Sheriff Kwinault paused, her cup halfway to her mouth. “Definitely.”
“He hit a tree?” Without asking, Max brought Kellen a mug of hazelnut coffee with sugar.
“An overdose,” Sheriff Kwinault answered.
“An overdose!” Kellen gestured to Max.
He closed the office door, then got himself a bottle of water and pulled up another chair.
“Of what?” Kellen asked.
“Before Lloyd Magnuson came to Cape Charade, he was a heroin addict. He got clean, he moved to Cape Charade, he’s been clean ever since.” Sheriff Kwinault took a sip. “But he had the paraphernalia in the car and there were needle tracks on his arm.”
“When I saw him, he was fine,” Kellen assured her. “Out of his depth as a law officer, but not impaired.”

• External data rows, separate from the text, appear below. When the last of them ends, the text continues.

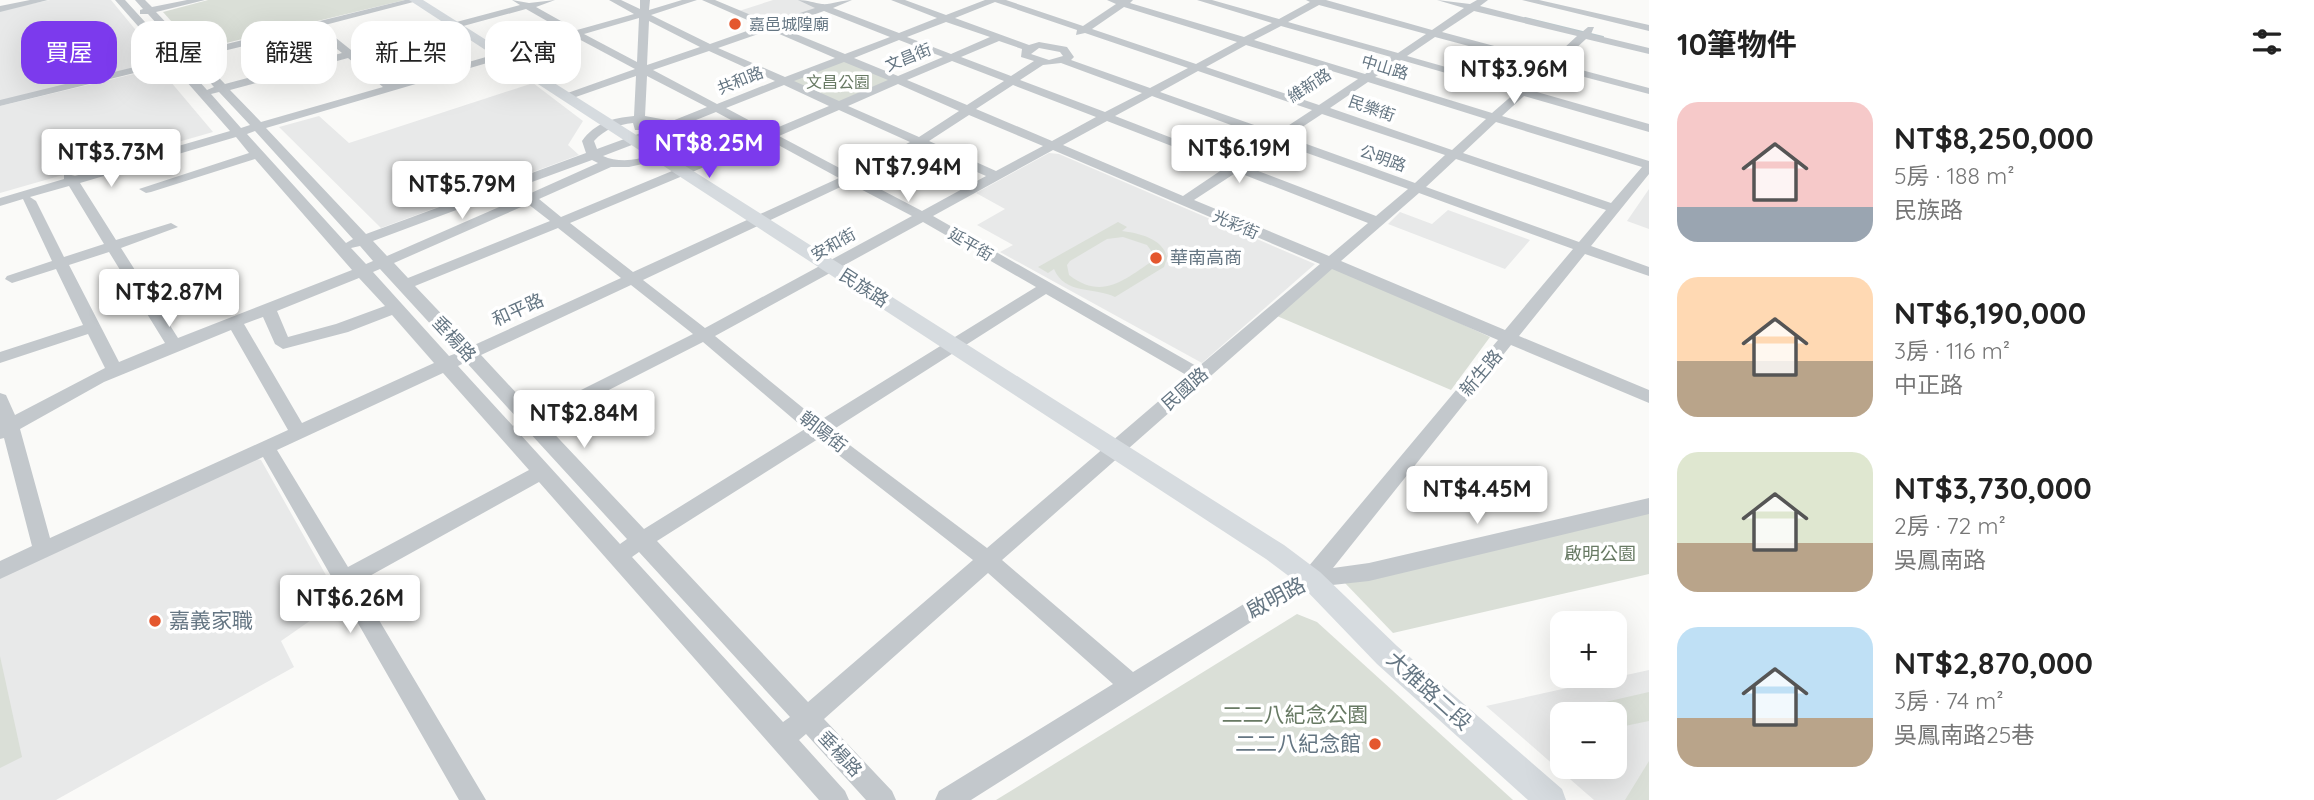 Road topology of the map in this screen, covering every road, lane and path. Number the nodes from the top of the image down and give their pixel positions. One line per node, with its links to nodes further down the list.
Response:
1 (43, 0): 23 (street)
2 (120, 0): 25 (street, 垂楊路)
3 (140, 0): 24 (street, 垂楊路)
4 (200, 0): 24 (street)
5 (415, 0): 30 (street); 31 (main road, 民族路)
6 (550, 0): 20 (street)
7 (614, 0): 26 (street)
8 (645, 0): 26 (street)
9 (692, 0): 26 (street)
10 (707, 0): 35 (street, 光彩街)
11 (803, 0): 22 (street)
12 (847, 0): 22 (street)
13 (896, 0): 27 (street)
14 (995, 0): 27 (street, 共和路); 36 (street, 民樂街)
15 (1202, 0): 34 (street)
16 (1442, 0): 21 (street)
17 (1527, 0): 37 (street)
18 (1120, 1): 36 (street); 44 (street, 中山路)
19 (1316, 1): 34 (street, 安和街); 38 (street)
20 (522, 3): 32 (street); 33 (street, 延平街)
21 (1472, 3): 38 (street, 維新路); 39 (street)
22 (824, 8): 35 (street); 42 (street)
23 (0, 9)
24 (150, 11): 25 (street); 29 (street, 垂楊路)
25 (133, 15): 28 (street, 垂楊路)
26 (644, 15): 40 (street); 47 (street); 61 (street)
27 (946, 18): 42 (street, 共和路); 43 (street)
28 (138, 21)
29 (159, 21)
30 (329, 21)
31 (449, 21)
32 (467, 21)
33 (553, 21)
34 (1279, 22): 44 (street, 安和街); 53 (street)
35 (772, 26): 47 (street); 55 (street, 光彩街)
36 (1084, 29): 49 (street); 60 (street, 民樂街)
37 (1649, 29)
38 (1430, 32): 53 (street, 維新路); 59 (street)
39 (1588, 32): 45 (street); 50 (street); 59 (street, 民國路)
40 (581, 33)
41 (581, 37): 61 (street, 延平街)
42 (899, 37): 54 (street); 55 (street, 共和路)
43 (999, 37): 48 (street); 54 (street, 文昌街)
44 (1243, 42): 60 (street, 安和街); 63 (street, 中山路)
45 (1649, 42)
46 (337, 46): 52 (street)
47 (710, 48): 61 (street); 66 (street)
48 (1028, 48): 49 (street); 58 (street)
49 (1059, 48): 57 (street)
50 (1649, 51)
51 (351, 54): 52 (street)
52 (348, 55): 70 (street); 71 (street)
53 (1396, 55): 63 (street, 維新路); 72 (street)
54 (953, 57): 64 (street, 文昌街); 65 (street)
55 (846, 58): 64 (street, 光彩街); 66 (street, 共和路)
56 (485, 61): 71 (street)
57 (1065, 61): 58 (street, 公明路); 74 (street, 公明路)
58 (1040, 62): 65 (street, 和平路)
59 (1551, 65): 72 (street, 民國路); 73 (street)
60 (1197, 66): 74 (street, 安和街); 79 (street, 民樂街)
61 (644, 69): 76 (street); 80 (street, 延平街); 84 (street)
62 (131, 71): 77 (street)
63 (1362, 77): 79 (street, 維新路); 83 (street, 中山路)
64 (896, 80): 78 (street, 文昌街); 81 (street, 光彩街)
65 (1010, 80): 81 (street, 和平路); 82 (street)
66 (785, 81): 78 (street); 80 (street, 共和路)
67 (195, 84): 75 (street, 垂楊路)
68 (217, 84): 70 (street, 垂楊路)
69 (545, 84): 76 (main road, 民族路)
70 (221, 88): 75 (street); 88 (street, 垂楊路)
71 (392, 88): 88 (street)
72 (1521, 91): 83 (street, 民國路); 87 (street)
73 (1649, 91)
74 (1151, 92): 82 (street, 安和街); 90 (street, 公明路)
75 (203, 93): 88 (street, 垂楊路)
76 (566, 97): 85 (main road, 民族路)
77 (0, 103)
78 (838, 106): 89 (street, 文昌街); 92 (street)
79 (1315, 107): 90 (street, 維新路); 95 (street, 民樂街)
80 (718, 108): 86 (street, 共和路); 89 (street, 延平街)
81 (968, 110): 92 (street, 和平路); 93 (street, 光彩街)
82 (1106, 116): 93 (street, 安和街); 99 (street)
83 (1492, 117): 95 (street, 民國路); 100 (street, 中山路)
84 (642, 119): 85 (street); 86 (street); 91 (street)
85 (611, 124): 91 (main road, 民族路); 96 (street)
86 (674, 125): 91 (street, 共和路); 97 (street)
87 (1649, 128)
88 (247, 130): 94 (street, 垂楊路); 105 (street); 119 (street, 垂楊路)
89 (771, 135): 102 (street, 文昌街); 104 (street, 延平街)
90 (1271, 136): 99 (street, 維新路); 101 (street, 維新路); 107 (street, 公明路)
91 (634, 140): 96 (street, 共和路); 97 (main road, 民族路)
92 (918, 143): 103 (street); 104 (street, 和平路)
93 (1052, 145): 103 (street, 安和街); 110 (street, 光彩街)
94 (258, 154): 108 (street); 121 (street, 垂楊路)
95 (1453, 154): 107 (street, 民國路); 113 (street, 民樂街)
96 (593, 155): 98 (street); 106 (street, 共和路)
97 (662, 158): 98 (street); 102 (main road, 民族路)
98 (611, 162): 109 (street)
99 (1221, 162): 101 (street); 110 (street, 維新路)
100 (1649, 165): 113 (street, 新生路)
101 (1235, 168): 110 (street, 維新路); 116 (street)
102 (684, 172): 115 (main road, 民族路); 117 (street, 文昌街)
103 (996, 176): 114 (street, 安和街)
104 (850, 177): 114 (street, 延平街); 115 (street, 和平路)
105 (72, 182): 111 (street); 112 (street); 120 (street)
106 (512, 185): 109 (street, 朝陽街); 119 (street, 共和路)
107 (1416, 188): 116 (street, 民國路); 122 (street, 公明路)
108 (146, 189)
109 (531, 199): 117 (street, 朝陽街); 125 (street)
110 (1176, 199): 124 (street, 光彩街)
111 (29, 201): 112 (street); 123 (street)
112 (0, 203)
113 (1616, 209): 122 (street, 新生路)
114 (922, 216): 126 (street, 安和街); 132 (street, 延平街)
115 (758, 220): 126 (main road, 民族路); 130 (street, 和平路)
116 (1376, 221): 124 (street, 民國路)
117 (559, 222): 130 (street, 朝陽街); 131 (street, 文昌街)
118 (171, 227): 120 (street)
119 (362, 240): 121 (street, 共和路); 125 (street, 垂楊路)
120 (113, 245): 123 (street); 140 (street)
121 (341, 247): 127 (street, 垂楊路)
122 (1583, 248): 128 (street, 公明路); 138 (street, 新生路)
123 (61, 262): 129 (street); 136 (street)
124 (1328, 263): 138 (street, 光彩街); 145 (street, 民國路)
125 (384, 264): 127 (street); 131 (street, 垂楊路)
126 (829, 266): 137 (street, 安和街); 139 (main road, 民族路)
127 (363, 272): 133 (street, 垂楊路); 134 (street)
128 (1649, 272)
129 (12, 279)
130 (630, 280): 137 (street, 朝陽街); 141 (street, 和平路)
131 (404, 285): 141 (street, 垂楊路)
132 (1045, 288): 139 (street); 145 (street, 延平街)
133 (395, 308): 134 (street); 143 (street, 垂楊路)
134 (268, 309): 135 (street)
135 (235, 323): 140 (street); 151 (street)
136 (93, 327): 142 (street); 144 (street)
137 (704, 335): 148 (street, 安和街); 150 (street, 朝陽街)
138 (1509, 339): 146 (street, 光彩街); 162 (street, 新生路)
139 (953, 346): 150 (street); 154 (main road, 民族路)
140 (175, 347): 144 (street)
141 (467, 354): 143 (street, 和平路); 148 (street, 垂楊路)
142 (0, 358)
143 (445, 364): 151 (street, 和平路); 152 (street, 垂楊路)
144 (115, 372): 149 (street)
145 (1200, 375): 154 (street, 民國路)
146 (1649, 397)
147 (0, 399): 149 (street)
148 (532, 422): 152 (street, 安和街); 157 (street, 垂楊路)
149 (5, 430): 158 (street)
150 (818, 430): 157 (street); 160 (street, 朝陽街)
151 (298, 432): 153 (street, 和平路)
152 (508, 433): 155 (street, 垂楊路)
153 (266, 447): 158 (street, 和平路); 163 (street)
154 (1114, 449): 160 (street, 民國路); 162 (main road, 民族路)
155 (542, 472): 159 (street, 垂楊路); 163 (street)
156 (1649, 506): 162 (street, 啟明路)
157 (641, 541): 159 (street); 165 (street, 垂楊路)
158 (44, 550): 161 (street, 和平路)
159 (617, 556): 166 (street, 垂楊路)
160 (988, 560): 164 (street, 朝陽街); 165 (street, 民國路)
161 (0, 570)
162 (1311, 579): 164 (street, 啟明路); 171 (main road, 大雅路二段)
163 (343, 580): 167 (street)
164 (1131, 685): 170 (street, 啟明路)
165 (807, 719): 166 (street, 民國路); 169 (street, 垂楊路)
166 (781, 739): 168 (street, 垂楊路)
167 (473, 800)
168 (836, 800)
169 (883, 800)
170 (948, 800)
171 (1551, 800)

“What about Priscilla’s body?” Max asked.
Sheriff Kwinault put her cup on the desk. “There was no body in the car with him.”
“So some kind of foul play,” Max said.
Kellen found she needed the coffee; the heat, the caffeine, the sugar alleviated, a little, the chill of death.
“Definitely foul play. No one forced Lloyd to take heroin, but someone had it to offer,” Sheriff Kwinault said.
“Your officers couldn’t find him, but someone managed to steal Priscilla’s body.” Kellen hitched forward in her chair. “How?”
Max reached into his pocket, pulled out a key chain and pushed a button.
His phone squawked.
“I lose my keys all the time,” he said. “My wallet, too.”
Kellen imagined him coming in from outside and flinging his keys and wallet wherever, and not remembering where they had landed. That evening, he would cook dinner, talk about his day, sing, play cards, laugh…
The next morning, when he got ready to leave for work, he couldn’t find his keys and wallet, and he roared and fussed as if someone had stolen his belongings, when it was his own carelessness at fault…
It was almost as if she had been there.
He continued, “I’ve got a finder on them, and it’s the least sophisticated of the electronics. All the killer had to do was tape a finder on the lid of the plastic box, and he or she could find the body in no time flat.”
“Law enforcement gets easier and harder all the time,” Sheriff Kwinault said. “Who saw him last?”
“Temo.” Kellen knew Temo; with his mother’s history, he didn’t use, sell or tolerate drug use, but he did recognize it when he saw it. While she made the call on speakerphone, Sheriff Kwinault gestured to Max to be quiet.
He stood and paced over to the window.
Temo answered, sounding tired and distracted.
“I have the sheriff here,” Kellen said. “They found Lloyd Magnuson.”
Temo’s voice changed to wary. “He’s dead?”
“Very dead.” Sheriff Kwinault tinkered with her cup. “Kellen Adams says you were the last person to see him. Can you tell me about it?”
“Start at when I left you with him and the body,” Kellen said.